Ramiro Lechuga fue de esquina en esquina examinando con la lupa los mensajes orinados que los perros del pueblo estampaban en las esquinas. El más claro de estos orinados se lo proporcionó “Martillo” (nombre que el chucho había merecido por la forma de su cabeza) y que era propiedad del pastor Pascualino Borrego que, para llevar la contraria a muchos amantes de lo tradicional, fabricaba quesos que tenían forma triangular.
—Ahora sí lo tengo muy claro del todo —reconoció en voz alta, viendo como el can se alejaba realizando satisfactorios remeneos de cola decorada con abundantes bolitas de pinchos.
Y se fue directamente a la alcaldía. El alcalde que se había atascado en el crucigrama que estaba haciendo, por culpa del nombre de un rey visigodo que para fastidiarle se le había ocurrido existir en la heroica historia de su país, lo recibió enseguida.
—¿Qué, cómo ha ido todo? ¿Me traes algún buen resultado?
—Se lo traigo señor, alcalde. Ha resultado menos difícil de lo que en un principio supuse. Pero la constancia y la inteligencia derriban siempre cuantas fronteras les pongan por delante. El mensaje que algunos perros del pueblo dejan escrito en las esquinas es el siguiente: “Busco novia y busco novio”.
El asombro que le provocó esta inesperada revelación dejó al primer edil con la barbilla descolgada encima del pecho y sus ojos exageradamente doblados de tamaño.
—¿Eso pone, Ramiro? —logró balbucir cuando el mentón le regresó a su lugar habitual y recobró el movimiento de su lengua embaucadora.
—Eso pone, señor alcalde. Exactamente eso.
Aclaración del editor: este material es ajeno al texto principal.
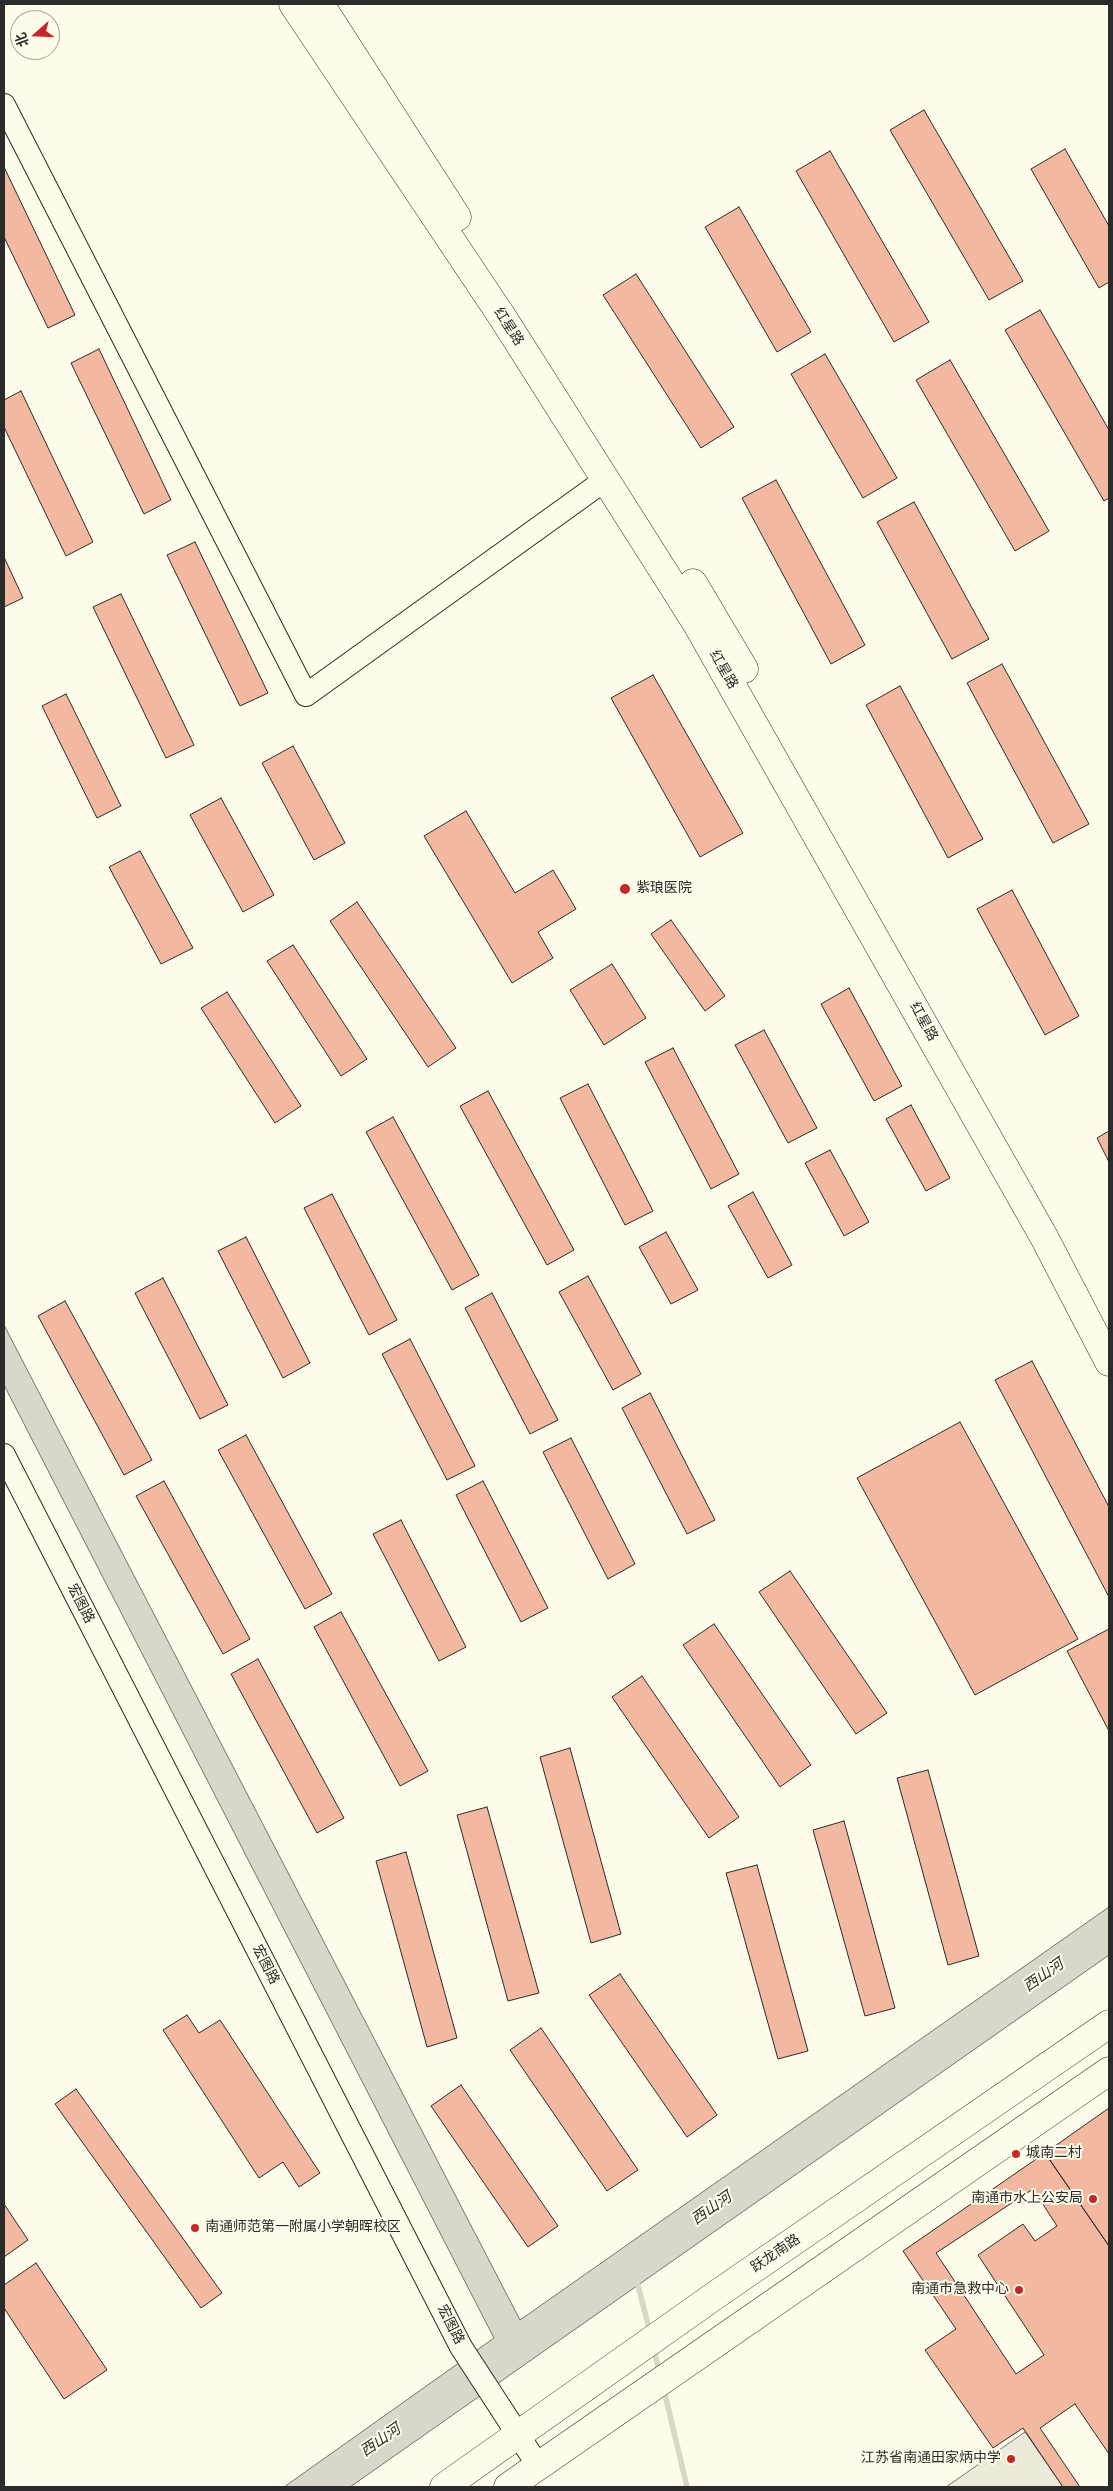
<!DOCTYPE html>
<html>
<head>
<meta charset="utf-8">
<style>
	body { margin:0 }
	#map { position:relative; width:1113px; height:2491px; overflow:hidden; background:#fdfbea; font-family:"Titillium Web","Noto Sans SC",sans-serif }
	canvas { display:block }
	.frame { position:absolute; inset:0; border:5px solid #2b2b2b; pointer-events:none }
	.north { position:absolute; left:10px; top:10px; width:50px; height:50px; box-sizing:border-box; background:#fdfbea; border:1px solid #a9a89e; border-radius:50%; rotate:250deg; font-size:14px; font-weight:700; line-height:20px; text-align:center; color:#2b2b2b }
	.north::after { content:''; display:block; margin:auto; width:18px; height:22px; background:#c62828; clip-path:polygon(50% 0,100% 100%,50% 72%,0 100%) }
</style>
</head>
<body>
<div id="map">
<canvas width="1113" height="2491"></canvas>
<div class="frame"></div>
<div class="north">北</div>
</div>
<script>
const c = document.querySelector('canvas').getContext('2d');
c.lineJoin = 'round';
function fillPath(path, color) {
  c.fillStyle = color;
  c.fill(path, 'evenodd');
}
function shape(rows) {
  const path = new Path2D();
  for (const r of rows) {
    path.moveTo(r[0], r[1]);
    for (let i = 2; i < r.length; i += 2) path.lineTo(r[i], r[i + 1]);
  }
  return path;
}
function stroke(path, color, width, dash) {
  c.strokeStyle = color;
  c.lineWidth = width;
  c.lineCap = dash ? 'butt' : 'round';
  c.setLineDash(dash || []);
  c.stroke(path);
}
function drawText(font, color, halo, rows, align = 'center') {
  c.font = font + ' "Titillium Web","Noto Sans SC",sans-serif';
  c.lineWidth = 4;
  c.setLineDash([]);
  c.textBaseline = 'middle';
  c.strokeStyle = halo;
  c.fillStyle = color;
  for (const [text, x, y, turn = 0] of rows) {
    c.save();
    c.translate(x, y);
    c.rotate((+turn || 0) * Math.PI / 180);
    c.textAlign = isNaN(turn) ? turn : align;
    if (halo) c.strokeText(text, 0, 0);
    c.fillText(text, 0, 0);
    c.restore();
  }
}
const green = shape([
	[1025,2432,1063,2487,946,2487,1025,2432]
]);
fillPath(green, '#ecebdb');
stroke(green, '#74746e', 1);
const water = shape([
	[4,1325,520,2320,1109,1907,1109,1955,350,2487,284,2487,494,2338,4,1385,4,1325]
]);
fillPath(water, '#d8d7c9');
stroke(water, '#74746e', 1);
stroke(shape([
	[636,2278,650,2332],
	[653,2348,660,2373],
	[664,2390,687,2487]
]), '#d8d7c9', 5.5);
const building = shape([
	[924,110,1023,281,989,300,890,130,924,110],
	[1065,149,1109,226,1109,282,1099,288,1031,169,1065,149],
	[830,151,929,322,894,342,796,171,830,151],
	[4,167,75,315,48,328,4,237,4,167],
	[739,207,811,332,777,352,705,227,739,207],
	[636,274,734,427,701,448,603,295,636,274],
	[1040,310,1109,430,1109,498,1104,501,1005,330,1040,310],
	[99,349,171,500,144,514,71,363,99,349],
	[825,354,897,478,863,498,791,374,825,354],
	[950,360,1049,531,1015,551,916,380,950,360],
	[21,391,93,542,66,556,4,427,4,400,21,391],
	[776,480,865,645,831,664,742,498,776,480],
	[914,502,989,639,952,659,877,522,914,502],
	[195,542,268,693,240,706,167,555,195,542],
	[4,557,23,598,4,607,4,557],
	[121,594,194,745,166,758,93,607,121,594],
	[1002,664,1089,824,1053,843,967,683,1002,664],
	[653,675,743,833,700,857,611,698,653,675],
	[900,686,983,839,948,858,866,705,900,686],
	[66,694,121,806,97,818,42,706,66,694],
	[293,746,345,843,314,860,262,763,293,746],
	[221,798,274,895,243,912,190,815,221,798],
	[466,811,515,893,553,870,576,909,538,932,553,958,512,983,424,836,466,811],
	[140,851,193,948,161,964,109,867,140,851],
	[1012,890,1079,1016,1045,1035,977,909,1012,890],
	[357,902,456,1048,428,1067,330,921,357,902],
	[671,920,725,996,705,1011,651,934,671,920],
	[293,945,367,1059,341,1076,267,961,293,945],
	[612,964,646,1018,604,1045,570,990,612,964],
	[849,988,902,1086,874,1101,821,1004,849,988],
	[227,992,301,1106,275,1123,201,1008,227,992],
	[764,1030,817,1128,788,1143,735,1045,764,1030],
	[673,1048,739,1174,711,1189,645,1062,673,1048],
	[588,1084,653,1211,625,1225,560,1098,588,1084],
	[488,1091,574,1250,547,1265,460,1106,488,1091],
	[911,1105,950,1178,926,1191,886,1119,911,1105],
	[393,1117,479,1275,452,1290,366,1132,393,1117],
	[1109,1131,1109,1162,1097,1138,1109,1131],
	[830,1150,869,1222,844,1236,805,1163,830,1150],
	[753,1192,792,1265,768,1278,728,1206,753,1192],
	[332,1194,397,1320,369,1335,304,1208,332,1194],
	[666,1232,698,1290,671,1304,639,1247,666,1232],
	[246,1237,310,1363,283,1378,218,1251,246,1237],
	[588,1276,641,1374,613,1390,559,1292,588,1276],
	[163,1278,228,1405,200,1419,135,1293,163,1278],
	[492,1293,558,1420,530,1434,465,1308,492,1293],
	[65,1301,152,1460,124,1475,38,1316,65,1301],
	[410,1339,475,1466,447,1480,382,1354,410,1339],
	[1032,1361,1109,1507,1109,1597,995,1380,1032,1361],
	[650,1393,715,1520,687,1534,622,1408,650,1393],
	[960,1422,1078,1639,975,1695,857,1478,960,1422],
	[246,1435,332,1594,305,1609,218,1450,246,1435],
	[571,1438,635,1564,608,1579,543,1452,571,1438],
	[164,1481,250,1639,223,1654,136,1496,164,1481],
	[483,1481,548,1608,521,1622,456,1495,483,1481],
	[401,1520,466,1647,439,1661,373,1534,401,1520],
	[790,1571,887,1713,856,1734,759,1592,790,1571],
	[341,1612,428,1771,400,1786,314,1627,341,1612],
	[714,1624,811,1765,780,1787,683,1645,714,1624],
	[1109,1629,1109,1731,1067,1651,1109,1629],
	[258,1659,344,1818,317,1833,231,1674,258,1659],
	[642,1676,739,1817,709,1838,612,1697,642,1676],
	[570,1748,621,1934,591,1943,540,1757,570,1748],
	[928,1770,979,1956,948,1965,897,1778,928,1770],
	[487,1807,539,1993,508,2001,457,1815,487,1807],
	[844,1821,895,2008,865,2016,813,1830,844,1821],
	[406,1852,457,2038,427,2047,376,1861,406,1852],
	[757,1865,808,2051,778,2059,726,1873,757,1865],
	[620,1974,717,2115,687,2137,589,1995,620,1974],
	[187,2015,199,2033,220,2020,320,2173,299,2187,283,2162,259,2178,163,2030,187,2015],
	[541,2028,638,2170,607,2191,510,2050,541,2028],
	[461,2085,558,2226,528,2247,431,2106,461,2085],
	[76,2089,222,2293,201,2308,55,2104,76,2089],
	[1109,2108,1109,2246,1045,2153,1109,2108],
	[1045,2153,1109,2246,1109,2487,1063,2487,1023,2428,993,2448,925,2350,956,2329,903,2251,1045,2153],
	[1033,2189,1057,2226,1035,2241,1023,2224,978,2255,1044,2355,1016,2374,936,2253,1033,2189],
	[4,2204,28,2240,4,2257,4,2204],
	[36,2263,107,2370,64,2399,4,2308,4,2285,36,2263],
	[1075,2404,1109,2454,1109,2487,1080,2487,1040,2428,1075,2404]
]);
fillPath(building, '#f2b8a0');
stroke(building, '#2b2b2b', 1);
const minor = shape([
	[4,105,306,695,605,480],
	[4,1455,461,2347,539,2467]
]);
const major = shape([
	[293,4,503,318,697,624,1044,1237,1109,1362],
	[320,4,457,217],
	[693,583,744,669],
	[444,2487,720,2292,1109,2024],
	[508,2487,1109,2071]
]);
stroke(minor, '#2b2b2b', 24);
stroke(major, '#2b2b2b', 29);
stroke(minor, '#fdfbea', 22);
stroke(major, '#fdfbea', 28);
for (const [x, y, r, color] of [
	[625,889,6,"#c62828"],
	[1016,2154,5,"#c62828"],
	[1093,2199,5,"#c62828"],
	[195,2228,5,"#c62828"],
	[1019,2290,5,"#c62828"],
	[1011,2459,5,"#c62828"]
]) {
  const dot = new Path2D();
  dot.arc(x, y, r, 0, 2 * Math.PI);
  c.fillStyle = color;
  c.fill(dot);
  stroke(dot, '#fdfbea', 2);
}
drawText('14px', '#2b2b2b', '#fdfbea', [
	["红星路",508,327,57],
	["红星路",723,670,60],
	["红星路",923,1022,61],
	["宏图路",80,1604,63],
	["宏图路",265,1965,63],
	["跃龙南路",776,2254,-34],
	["宏图路",450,2325,63]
]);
drawText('14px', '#2b2b2b', '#fdfbea', [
	["紫琅医院",636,889],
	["城南二村",1026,2154],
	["南通市水上公安局",1083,2199,"right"],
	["南通师范第一附属小学朝晖校区",205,2228],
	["南通市急救中心",1009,2290,"right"],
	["江苏省南通田家炳中学",1001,2459,"right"]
], 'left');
drawText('italic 15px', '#2b2b2b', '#fdfbea', [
	["西山河",1044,1976,-35],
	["西山河",712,2209,-35],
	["西山河",381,2441,-35]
]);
</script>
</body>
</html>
No añado ni le quito palabra alguna.
—¡Qué listos y prácticos con nuestro amigos rabudos!
—Muy listos y prácticos —convino el investigador moviendo admirativamente la cabeza.
—¿Qué te debo?
—Deme tres mil euros de ese dinero que no es de nadie.
—¡Coño, eso es mucho por dedicarse un rato a ver meadas de perros —reconoció Primitivo Limones.
—Considérelo barato si a lo de ver meadas de perro añade usted mi discreción en el asunto carnal habido en mis trigales —astuto el abusador.
—Bueno, cuando un hombre tiene razón, es tarea ardua tratar de quitársela y yo no lo pienso hacer —resignado el mandamás del pueblo.
Aquella misma tarde el señor alcalde hizo emitir un bando en el que pedía a todo el que sintiera deseo apremiante de emparejarse, dejara escrito en las esquinas de las calles: “Busco novio/a”.
Y consiguió con ello dar ejemplo al mundo entero y el número de casamientos, amancebamientos y arrejuntamientos no sólo se multiplicó en su pueblo sino también en otros muchos países del globo terráqueo que, dados a copiar todo lo nuevo, siguieron su ejemplo. Y en homenaje al alcalde de este pueblo donde el desagradecido Fernando VII dio las tres voces, cuya brillante idea había copiado de los talentosos perros de su municipio, pusieron Primitivo de nombre a los retoños nacidos por haber seguido tan efectivo reclamo.